Cependant, et bien que cela ne soit pas expressément mentionné parmi les avantages, il y a une phase préliminaire qui est à la base du succès de tout outil d’exploitation de données: définir le plus précisément possible les données dont nous avons besoin, ce qu’elles peuvent nous apporter et ce que nous avons l’intention d’obtenir avec elles.
En effet, la phase de définition et de planification est la base de la réussite d’un projet de traitement de données. Avant de commencer à capturer des données, nous devons répondre à une série de questions telles que:
- D’où proviennent les données? À quelle fréquence?
- Quelles sources de données ont le potentiel d’apporter une valeur ajoutée?
- Comment garantir sa fiabilité/homogénéité/véracité ?
- Comment allons-nous les stocker?
- Dois-je les analyser en temps réel ?
- Pouvons-nous combiner nos données avec d’autres données externes pour nous aider à rechercher des corrélations précieuses ?
- Dans quelle mesure nous attendons-nous de l’utilité de ces données? Pourquoi les voulons-nous?

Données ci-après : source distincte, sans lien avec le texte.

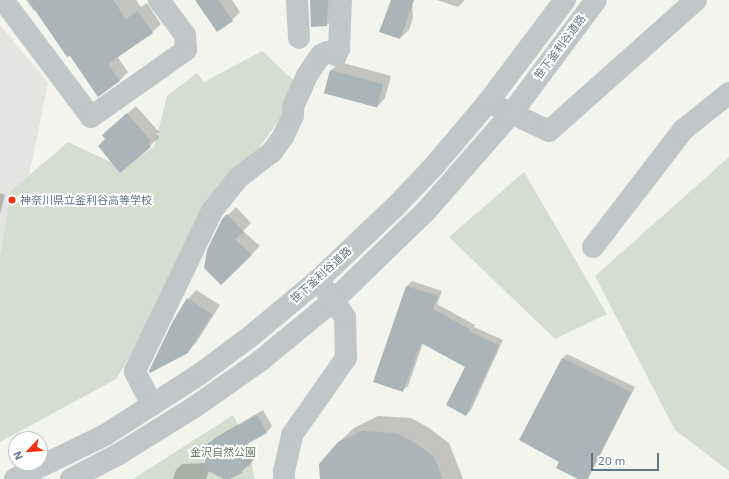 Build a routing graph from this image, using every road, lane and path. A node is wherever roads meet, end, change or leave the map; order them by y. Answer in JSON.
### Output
{"nodes":[{"id":1,"x":3,"y":0,"type":"edge"},
{"id":2,"x":159,"y":0,"type":"edge"},
{"id":3,"x":297,"y":0,"type":"edge"},
{"id":4,"x":341,"y":0,"type":"edge"},
{"id":5,"x":596,"y":0,"type":"edge"},
{"id":6,"x":696,"y":0,"type":"edge"},
{"id":7,"x":556,"y":4,"type":"edge"},
{"id":8,"x":299,"y":38,"type":"dead end"},
{"id":9,"x":729,"y":93,"type":"edge"},
{"id":10,"x":488,"y":102,"type":"junction"},
{"id":11,"x":511,"y":114,"type":"junction"},
{"id":12,"x":593,"y":247,"type":"dead end"},
{"id":13,"x":318,"y":280,"type":"junction"},
{"id":14,"x":333,"y":301,"type":"junction"},
{"id":15,"x":152,"y":405,"type":"junction"},
{"id":16,"x":49,"y":472,"type":"edge"},
{"id":17,"x":15,"y":479,"type":"edge"},
{"id":18,"x":71,"y":479,"type":"edge"},
{"id":19,"x":284,"y":479,"type":"edge"}],
"edges":[{"from":1,"to":2,"type":"street"},
{"from":3,"to":8,"type":"street"},
{"from":4,"to":15,"type":"street"},
{"from":5,"to":11,"type":"street","name":"笹下釜利谷道路"},
{"from":6,"to":11,"type":"street"},
{"from":7,"to":10,"type":"street","name":"笹下釜利谷道路"},
{"from":9,"to":12,"type":"street"},
{"from":10,"to":11,"type":"street"},
{"from":10,"to":13,"type":"street","name":"笹下釜利谷道路"},
{"from":11,"to":14,"type":"street","name":"笹下釜利谷道路"},
{"from":13,"to":14,"type":"street"},
{"from":13,"to":15,"type":"street","name":"笹下釜利谷道路"},
{"from":14,"to":18,"type":"street","name":"笹下釜利谷道路"},
{"from":14,"to":19,"type":"street"},
{"from":15,"to":16,"type":"street","name":"笹下釜利谷道路"},
{"from":16,"to":17,"type":"street","name":"笹下釜利谷道路"}]} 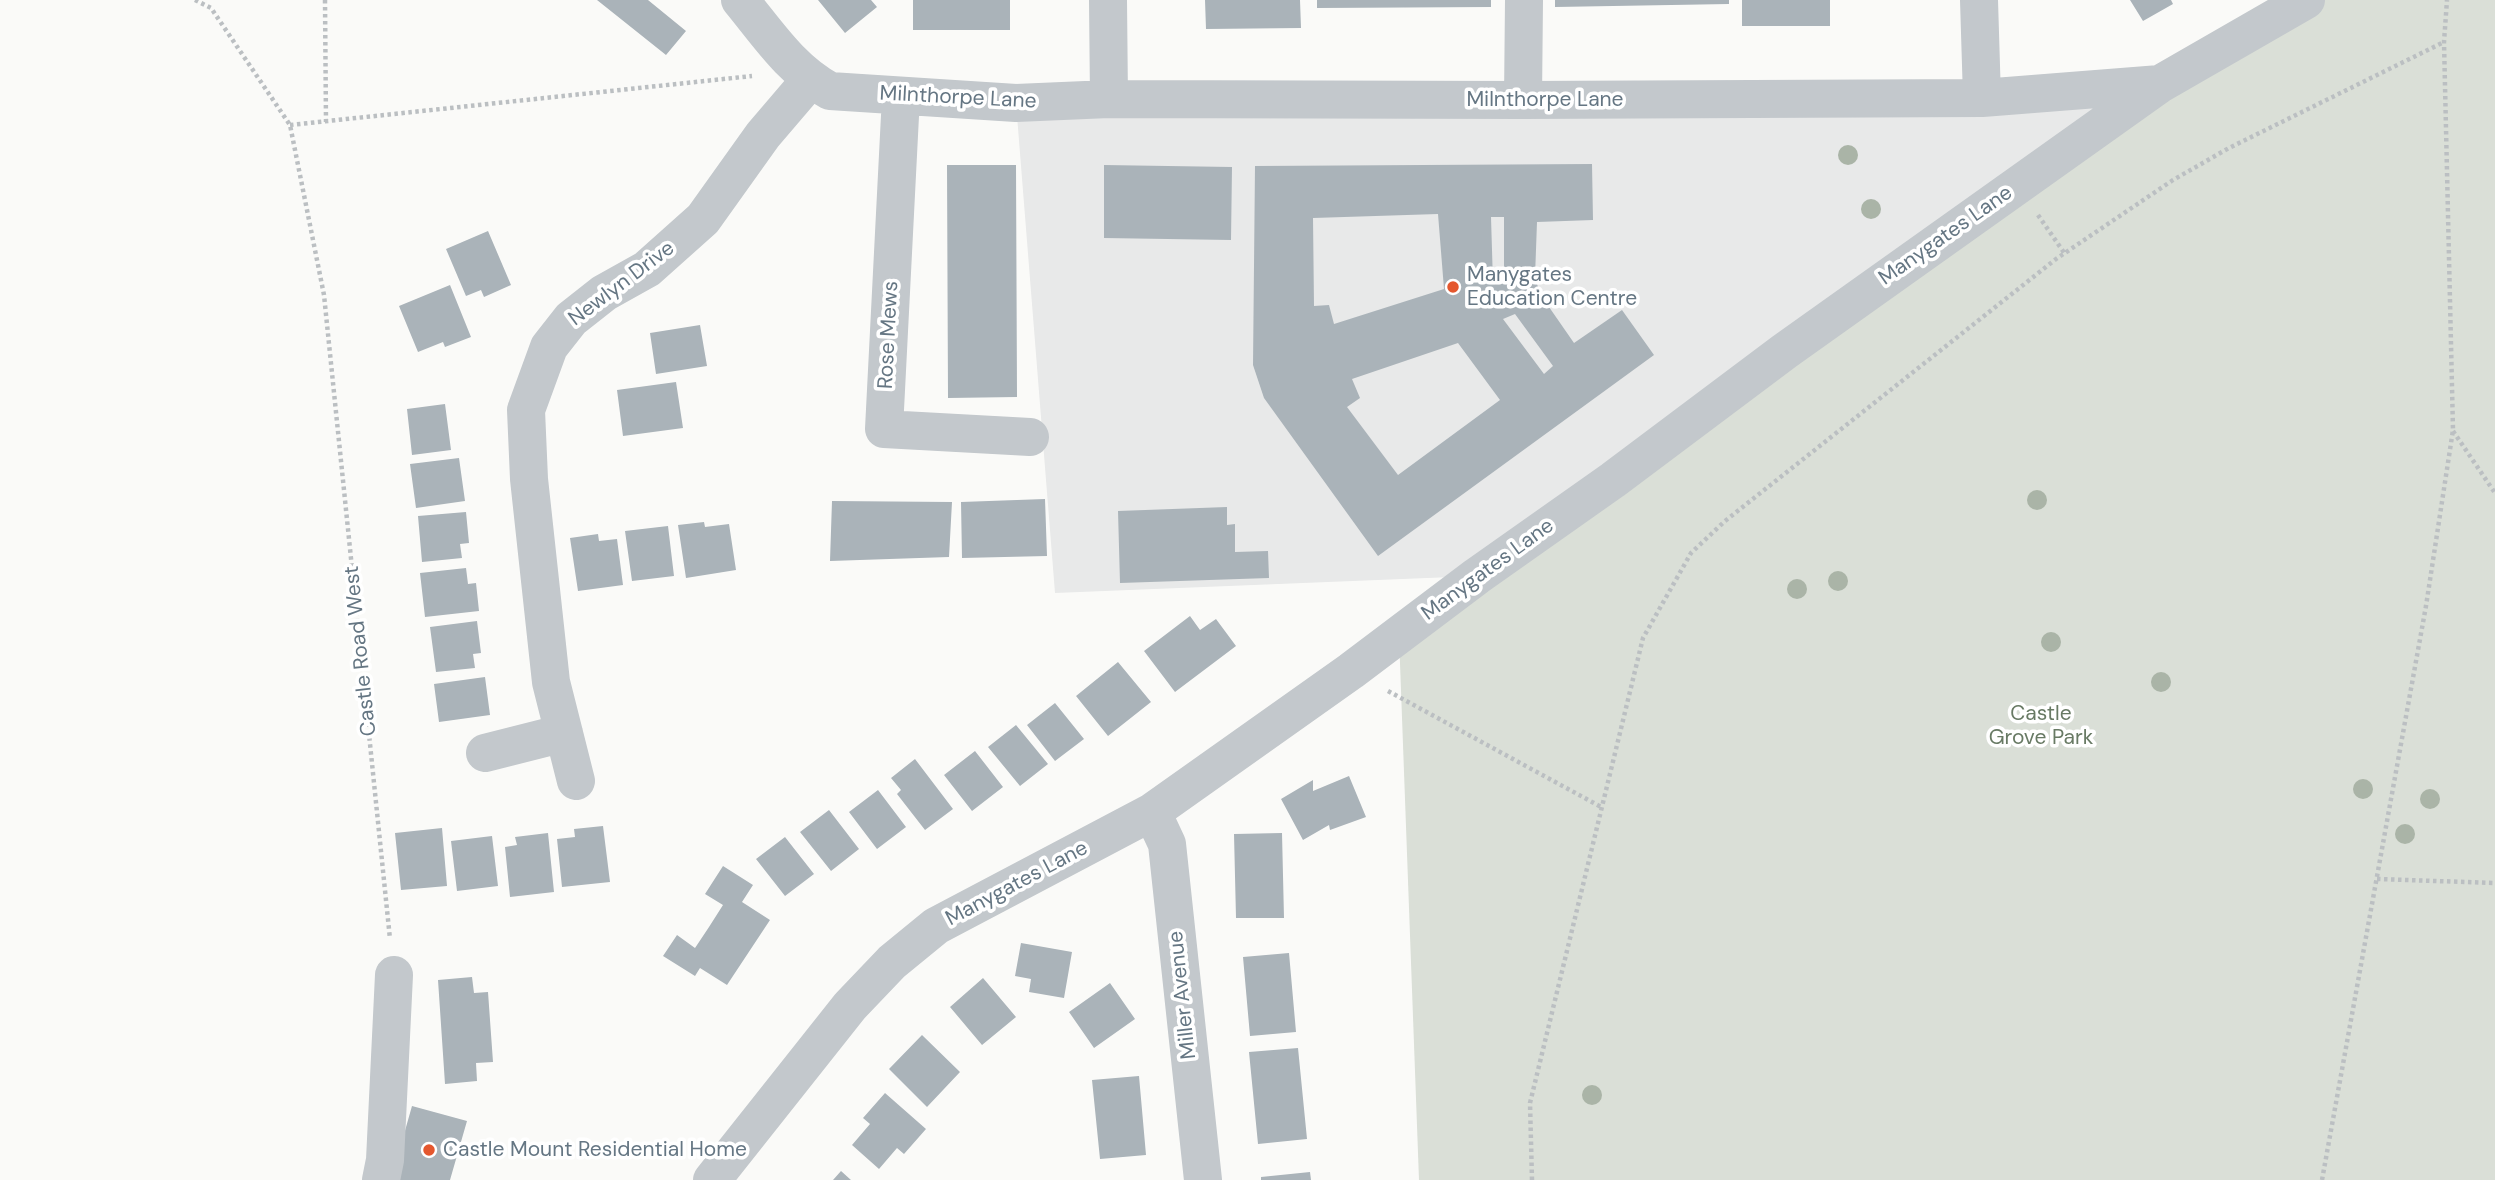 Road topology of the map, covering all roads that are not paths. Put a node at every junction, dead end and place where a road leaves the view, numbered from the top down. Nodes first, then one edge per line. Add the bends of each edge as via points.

Puisque la réponse à ces questions va configurer le modèle à mettre en œuvre, il est très important de pouvoir y répondre correctement, car c’est dans cette phase que se conçoit une bonne partie du succès ou de l’échec d’un projet de gestion de données. Gardez à l’esprit que le but ultime est d’avoir des informations adéquates pour une prise de décision efficace , donc si le modèle est mal défini, les décisions seront au moins incertaines.
« Gardez à l’esprit que l’objectif ultime est d’avoir des informations adéquates pour une prise de décision efficace, donc si le modèle est mal défini, les décisions seront pour le moins incertaines.
Par exemple, si l’on s’attend à ce que les données de contrôle de la qualité proviennent à la fois de procédés industriels et d’essais en laboratoire, il est très important de définir comment elles seront corrélées (par le biais du lot de fabrication, par exemple) afin que le système puisse entrelacer les informations et détecter d’éventuels changements dans les modèles de comportement, en décidant s’il s’agit d’une anomalie ou non; De cette façon, le système apprendra continuellement.
Ou dans le cas de références qui forment un sous-ensemble, il faudra prévoir la nécessité d’avoir une liste de composants pour maintenir la traçabilité et assurer l’intégrité de l’information.
Il s’agit de ne pas se perdre dans les données et d’empêcher un projet Big Data de devenir un projet Big Chaos. Nous devons toujours penser à des solutions qui ajoutent de la valeur plutôt que de nous concentrer sur l’accumulation de chiffres et de données; comme le disait le slogan de Pirelli, « le pouvoir sans contrôle ne sert à rien », et avoir des centaines de milliards de données sans savoir quoi en faire ou, ce qui est pire, avoir confondu la stratégie de collecte et d’analyse, est vraiment une perte de temps : nous aurons un cimetière de données au lieu d’informations utiles à la prise de décision.